(Beginning of DATA FOR PROCESSING)
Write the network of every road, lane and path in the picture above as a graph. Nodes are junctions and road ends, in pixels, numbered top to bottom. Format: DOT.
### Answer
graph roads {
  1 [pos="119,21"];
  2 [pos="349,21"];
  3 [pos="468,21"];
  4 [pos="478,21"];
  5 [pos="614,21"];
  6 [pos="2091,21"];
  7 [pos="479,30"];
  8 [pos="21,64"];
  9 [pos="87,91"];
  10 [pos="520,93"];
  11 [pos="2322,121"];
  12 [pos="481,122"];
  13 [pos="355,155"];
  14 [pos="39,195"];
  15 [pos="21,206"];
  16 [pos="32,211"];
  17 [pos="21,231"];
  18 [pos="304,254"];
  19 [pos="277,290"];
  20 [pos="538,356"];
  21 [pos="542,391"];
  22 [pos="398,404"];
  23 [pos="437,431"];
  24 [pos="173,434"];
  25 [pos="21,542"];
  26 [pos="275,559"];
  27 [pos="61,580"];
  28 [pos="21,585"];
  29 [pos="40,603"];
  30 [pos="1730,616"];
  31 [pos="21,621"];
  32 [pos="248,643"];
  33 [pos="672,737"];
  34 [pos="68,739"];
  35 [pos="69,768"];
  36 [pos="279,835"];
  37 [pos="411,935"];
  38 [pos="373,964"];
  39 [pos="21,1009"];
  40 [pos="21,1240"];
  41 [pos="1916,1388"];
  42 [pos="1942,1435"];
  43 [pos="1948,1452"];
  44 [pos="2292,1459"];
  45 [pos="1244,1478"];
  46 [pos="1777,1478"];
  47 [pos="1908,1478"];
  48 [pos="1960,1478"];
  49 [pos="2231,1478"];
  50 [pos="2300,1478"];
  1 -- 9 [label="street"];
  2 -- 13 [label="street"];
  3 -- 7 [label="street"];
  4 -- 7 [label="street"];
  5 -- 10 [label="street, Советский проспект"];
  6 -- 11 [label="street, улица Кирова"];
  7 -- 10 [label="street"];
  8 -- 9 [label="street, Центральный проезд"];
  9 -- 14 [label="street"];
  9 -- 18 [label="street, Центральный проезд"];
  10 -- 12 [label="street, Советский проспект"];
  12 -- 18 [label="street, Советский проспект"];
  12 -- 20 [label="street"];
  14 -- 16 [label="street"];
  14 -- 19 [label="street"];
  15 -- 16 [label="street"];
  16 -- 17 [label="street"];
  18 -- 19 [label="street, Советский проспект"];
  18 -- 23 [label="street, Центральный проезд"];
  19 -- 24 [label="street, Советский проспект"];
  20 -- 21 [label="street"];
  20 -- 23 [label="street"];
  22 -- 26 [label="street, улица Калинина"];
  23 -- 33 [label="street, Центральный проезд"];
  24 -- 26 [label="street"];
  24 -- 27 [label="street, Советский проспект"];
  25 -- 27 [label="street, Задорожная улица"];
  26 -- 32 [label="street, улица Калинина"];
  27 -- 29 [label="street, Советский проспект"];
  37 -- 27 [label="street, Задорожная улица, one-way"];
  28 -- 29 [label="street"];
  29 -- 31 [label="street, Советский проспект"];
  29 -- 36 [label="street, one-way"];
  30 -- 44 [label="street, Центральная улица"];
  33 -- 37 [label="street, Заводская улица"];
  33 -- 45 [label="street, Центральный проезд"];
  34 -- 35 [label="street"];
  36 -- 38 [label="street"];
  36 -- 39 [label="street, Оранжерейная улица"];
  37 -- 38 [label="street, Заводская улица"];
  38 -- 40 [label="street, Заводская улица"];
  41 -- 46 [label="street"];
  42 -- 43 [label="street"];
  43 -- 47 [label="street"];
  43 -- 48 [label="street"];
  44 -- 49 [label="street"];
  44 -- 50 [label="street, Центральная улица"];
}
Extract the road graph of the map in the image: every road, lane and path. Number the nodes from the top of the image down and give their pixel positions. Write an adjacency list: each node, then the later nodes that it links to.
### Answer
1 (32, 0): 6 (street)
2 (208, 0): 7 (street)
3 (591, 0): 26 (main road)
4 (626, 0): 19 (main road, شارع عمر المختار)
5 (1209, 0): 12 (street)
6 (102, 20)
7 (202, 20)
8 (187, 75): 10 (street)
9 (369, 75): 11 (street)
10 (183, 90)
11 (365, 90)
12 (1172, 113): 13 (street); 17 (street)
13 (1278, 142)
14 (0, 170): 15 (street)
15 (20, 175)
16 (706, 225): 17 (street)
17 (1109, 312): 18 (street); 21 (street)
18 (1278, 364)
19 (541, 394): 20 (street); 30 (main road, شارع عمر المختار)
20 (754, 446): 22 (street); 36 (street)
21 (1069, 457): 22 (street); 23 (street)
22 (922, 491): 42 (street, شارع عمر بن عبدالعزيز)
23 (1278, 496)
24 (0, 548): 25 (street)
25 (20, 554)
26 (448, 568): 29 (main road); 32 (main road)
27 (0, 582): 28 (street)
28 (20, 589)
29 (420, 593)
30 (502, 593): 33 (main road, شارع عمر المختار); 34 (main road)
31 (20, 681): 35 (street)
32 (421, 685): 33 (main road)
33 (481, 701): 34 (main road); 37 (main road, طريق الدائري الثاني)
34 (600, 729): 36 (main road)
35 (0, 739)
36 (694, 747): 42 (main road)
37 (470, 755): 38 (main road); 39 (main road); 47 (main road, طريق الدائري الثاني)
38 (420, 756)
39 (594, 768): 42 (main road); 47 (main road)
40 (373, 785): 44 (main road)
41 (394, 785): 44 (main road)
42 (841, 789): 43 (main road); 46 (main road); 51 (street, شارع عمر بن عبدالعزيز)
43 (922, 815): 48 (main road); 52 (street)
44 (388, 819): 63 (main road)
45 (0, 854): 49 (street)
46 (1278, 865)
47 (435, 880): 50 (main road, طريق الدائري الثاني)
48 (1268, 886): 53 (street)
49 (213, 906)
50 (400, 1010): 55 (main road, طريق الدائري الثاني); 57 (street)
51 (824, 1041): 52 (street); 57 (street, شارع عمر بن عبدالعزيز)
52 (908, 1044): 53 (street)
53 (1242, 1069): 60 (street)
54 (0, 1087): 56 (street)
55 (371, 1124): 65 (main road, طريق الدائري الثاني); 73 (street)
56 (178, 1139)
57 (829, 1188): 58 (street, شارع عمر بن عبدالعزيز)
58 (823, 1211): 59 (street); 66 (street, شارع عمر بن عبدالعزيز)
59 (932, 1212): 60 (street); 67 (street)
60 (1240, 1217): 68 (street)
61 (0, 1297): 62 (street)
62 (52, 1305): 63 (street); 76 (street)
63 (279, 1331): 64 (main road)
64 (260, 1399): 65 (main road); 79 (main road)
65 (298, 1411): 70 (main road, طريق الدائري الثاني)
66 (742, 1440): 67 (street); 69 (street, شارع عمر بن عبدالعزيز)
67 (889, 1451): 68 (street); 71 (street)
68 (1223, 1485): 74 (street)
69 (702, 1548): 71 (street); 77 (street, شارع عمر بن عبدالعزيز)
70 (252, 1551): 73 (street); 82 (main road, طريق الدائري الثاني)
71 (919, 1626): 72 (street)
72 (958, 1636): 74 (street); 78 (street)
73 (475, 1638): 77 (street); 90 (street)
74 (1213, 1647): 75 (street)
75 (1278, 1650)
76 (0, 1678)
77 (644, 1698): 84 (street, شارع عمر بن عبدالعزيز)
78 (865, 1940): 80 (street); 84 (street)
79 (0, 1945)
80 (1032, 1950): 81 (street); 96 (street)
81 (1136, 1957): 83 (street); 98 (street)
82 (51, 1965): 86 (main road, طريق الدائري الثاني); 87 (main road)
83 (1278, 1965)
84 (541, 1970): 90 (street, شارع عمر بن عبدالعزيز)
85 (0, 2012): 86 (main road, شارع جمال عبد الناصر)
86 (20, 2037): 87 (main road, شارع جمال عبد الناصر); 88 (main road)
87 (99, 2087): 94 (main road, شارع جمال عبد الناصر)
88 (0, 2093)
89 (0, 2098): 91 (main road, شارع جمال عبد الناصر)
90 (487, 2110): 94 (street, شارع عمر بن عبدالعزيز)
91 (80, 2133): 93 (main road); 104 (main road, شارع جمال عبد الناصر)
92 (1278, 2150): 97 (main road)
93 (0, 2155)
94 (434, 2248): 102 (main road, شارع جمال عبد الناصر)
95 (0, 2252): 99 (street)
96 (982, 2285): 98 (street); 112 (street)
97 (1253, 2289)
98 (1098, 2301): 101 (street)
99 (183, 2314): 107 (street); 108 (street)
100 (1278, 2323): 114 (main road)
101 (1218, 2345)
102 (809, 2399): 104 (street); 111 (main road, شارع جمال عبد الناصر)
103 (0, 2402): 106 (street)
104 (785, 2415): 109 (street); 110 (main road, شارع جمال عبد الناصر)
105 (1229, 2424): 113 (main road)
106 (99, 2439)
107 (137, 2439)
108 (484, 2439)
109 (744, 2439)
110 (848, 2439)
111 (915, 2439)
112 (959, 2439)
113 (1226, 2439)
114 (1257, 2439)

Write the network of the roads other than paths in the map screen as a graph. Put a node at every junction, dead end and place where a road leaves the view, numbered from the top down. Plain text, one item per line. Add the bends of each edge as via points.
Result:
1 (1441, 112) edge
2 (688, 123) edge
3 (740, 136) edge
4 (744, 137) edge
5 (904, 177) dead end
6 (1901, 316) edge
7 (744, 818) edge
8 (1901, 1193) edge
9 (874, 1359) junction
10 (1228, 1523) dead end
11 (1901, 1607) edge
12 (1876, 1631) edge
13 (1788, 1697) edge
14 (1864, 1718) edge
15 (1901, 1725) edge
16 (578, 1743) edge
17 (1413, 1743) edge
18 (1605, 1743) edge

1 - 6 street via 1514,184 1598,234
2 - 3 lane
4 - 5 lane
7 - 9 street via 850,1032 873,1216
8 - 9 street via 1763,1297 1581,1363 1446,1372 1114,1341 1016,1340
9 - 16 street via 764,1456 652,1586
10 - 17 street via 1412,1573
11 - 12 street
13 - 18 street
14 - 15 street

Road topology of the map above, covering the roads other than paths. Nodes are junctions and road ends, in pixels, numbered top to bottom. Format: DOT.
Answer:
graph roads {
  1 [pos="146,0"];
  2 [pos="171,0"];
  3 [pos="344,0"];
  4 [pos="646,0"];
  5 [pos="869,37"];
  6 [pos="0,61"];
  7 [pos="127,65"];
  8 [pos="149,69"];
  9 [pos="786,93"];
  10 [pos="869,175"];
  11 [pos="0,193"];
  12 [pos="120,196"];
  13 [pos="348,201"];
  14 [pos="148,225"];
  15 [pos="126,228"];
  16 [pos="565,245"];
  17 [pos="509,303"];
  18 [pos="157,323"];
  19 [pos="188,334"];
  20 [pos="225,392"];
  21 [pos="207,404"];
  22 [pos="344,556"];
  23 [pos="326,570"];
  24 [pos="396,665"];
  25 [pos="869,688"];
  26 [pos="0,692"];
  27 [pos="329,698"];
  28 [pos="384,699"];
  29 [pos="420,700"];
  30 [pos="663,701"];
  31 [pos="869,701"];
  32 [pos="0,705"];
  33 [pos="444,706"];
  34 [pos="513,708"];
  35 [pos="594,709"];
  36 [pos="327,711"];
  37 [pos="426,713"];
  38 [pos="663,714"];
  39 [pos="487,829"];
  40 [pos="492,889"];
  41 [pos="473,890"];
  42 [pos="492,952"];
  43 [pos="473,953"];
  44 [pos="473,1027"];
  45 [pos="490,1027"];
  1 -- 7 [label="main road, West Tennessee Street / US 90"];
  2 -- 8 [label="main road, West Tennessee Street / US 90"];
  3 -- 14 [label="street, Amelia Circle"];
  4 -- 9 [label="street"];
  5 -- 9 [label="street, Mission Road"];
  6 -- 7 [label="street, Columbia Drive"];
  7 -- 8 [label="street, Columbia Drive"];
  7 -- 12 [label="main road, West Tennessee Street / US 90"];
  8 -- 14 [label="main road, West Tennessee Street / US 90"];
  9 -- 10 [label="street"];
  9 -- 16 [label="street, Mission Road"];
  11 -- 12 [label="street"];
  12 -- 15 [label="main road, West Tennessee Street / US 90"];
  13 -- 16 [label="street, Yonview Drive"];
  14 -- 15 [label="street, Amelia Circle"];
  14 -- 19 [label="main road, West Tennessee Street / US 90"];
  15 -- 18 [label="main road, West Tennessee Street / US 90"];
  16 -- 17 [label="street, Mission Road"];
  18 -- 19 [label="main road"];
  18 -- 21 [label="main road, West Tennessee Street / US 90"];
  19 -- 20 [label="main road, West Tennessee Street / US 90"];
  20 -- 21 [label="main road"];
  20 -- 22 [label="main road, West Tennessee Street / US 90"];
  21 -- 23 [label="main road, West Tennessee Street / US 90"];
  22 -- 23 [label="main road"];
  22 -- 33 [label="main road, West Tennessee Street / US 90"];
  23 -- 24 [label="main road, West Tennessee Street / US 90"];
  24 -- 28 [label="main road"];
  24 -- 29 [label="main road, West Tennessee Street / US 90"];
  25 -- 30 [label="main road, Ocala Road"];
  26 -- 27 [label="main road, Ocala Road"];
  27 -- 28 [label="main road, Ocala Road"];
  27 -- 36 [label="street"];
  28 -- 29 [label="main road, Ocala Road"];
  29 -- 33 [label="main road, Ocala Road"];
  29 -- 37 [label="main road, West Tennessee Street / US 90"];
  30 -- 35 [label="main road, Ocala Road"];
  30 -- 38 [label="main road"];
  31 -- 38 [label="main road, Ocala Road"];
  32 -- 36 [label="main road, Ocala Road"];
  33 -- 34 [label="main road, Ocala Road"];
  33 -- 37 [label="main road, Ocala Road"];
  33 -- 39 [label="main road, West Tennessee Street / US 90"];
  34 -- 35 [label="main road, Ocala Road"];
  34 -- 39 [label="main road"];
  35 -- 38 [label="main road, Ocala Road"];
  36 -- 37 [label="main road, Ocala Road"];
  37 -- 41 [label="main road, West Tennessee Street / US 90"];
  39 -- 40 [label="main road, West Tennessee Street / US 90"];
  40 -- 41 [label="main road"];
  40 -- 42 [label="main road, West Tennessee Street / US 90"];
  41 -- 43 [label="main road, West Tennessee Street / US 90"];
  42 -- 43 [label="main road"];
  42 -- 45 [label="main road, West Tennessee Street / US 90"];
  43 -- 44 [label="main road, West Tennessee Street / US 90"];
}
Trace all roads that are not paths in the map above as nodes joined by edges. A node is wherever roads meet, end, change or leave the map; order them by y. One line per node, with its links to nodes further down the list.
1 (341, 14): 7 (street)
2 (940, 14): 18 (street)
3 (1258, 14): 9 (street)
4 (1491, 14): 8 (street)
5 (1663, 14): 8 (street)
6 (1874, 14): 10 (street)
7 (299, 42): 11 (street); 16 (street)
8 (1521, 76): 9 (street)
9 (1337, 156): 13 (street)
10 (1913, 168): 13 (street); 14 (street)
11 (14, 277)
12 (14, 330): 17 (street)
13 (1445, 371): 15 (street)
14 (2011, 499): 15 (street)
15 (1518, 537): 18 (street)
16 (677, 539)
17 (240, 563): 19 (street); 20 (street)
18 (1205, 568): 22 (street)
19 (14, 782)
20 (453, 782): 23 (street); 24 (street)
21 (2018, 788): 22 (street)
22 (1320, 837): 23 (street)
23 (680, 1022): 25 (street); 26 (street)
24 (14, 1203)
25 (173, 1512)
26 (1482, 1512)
(End of DATA FOR PROCESSING)
◆ **EXERCISE REQUIREMENTS**
Using the entries above, give again exactly the lines from the line holding "Write the network of the" through the line holding "Road topology of". Include both end lines and nothing else.

◆ **WRITTEN SOLUTION**
Write the network of the roads other than paths in the map screen as a graph. Put a node at every junction, dead end and place where a road leaves the view, numbered from the top down. Plain text, one item per line. Add the bends of each edge as via points.
Result:
1 (1441, 112) edge
2 (688, 123) edge
3 (740, 136) edge
4 (744, 137) edge
5 (904, 177) dead end
6 (1901, 316) edge
7 (744, 818) edge
8 (1901, 1193) edge
9 (874, 1359) junction
10 (1228, 1523) dead end
11 (1901, 1607) edge
12 (1876, 1631) edge
13 (1788, 1697) edge
14 (1864, 1718) edge
15 (1901, 1725) edge
16 (578, 1743) edge
17 (1413, 1743) edge
18 (1605, 1743) edge

1 - 6 street via 1514,184 1598,234
2 - 3 lane
4 - 5 lane
7 - 9 street via 850,1032 873,1216
8 - 9 street via 1763,1297 1581,1363 1446,1372 1114,1341 1016,1340
9 - 16 street via 764,1456 652,1586
10 - 17 street via 1412,1573
11 - 12 street
13 - 18 street
14 - 15 street

Road topology of the map above, covering the roads other than paths. Nodes are junctions and road ends, in pixels, numbered top to bottom. Format: DOT.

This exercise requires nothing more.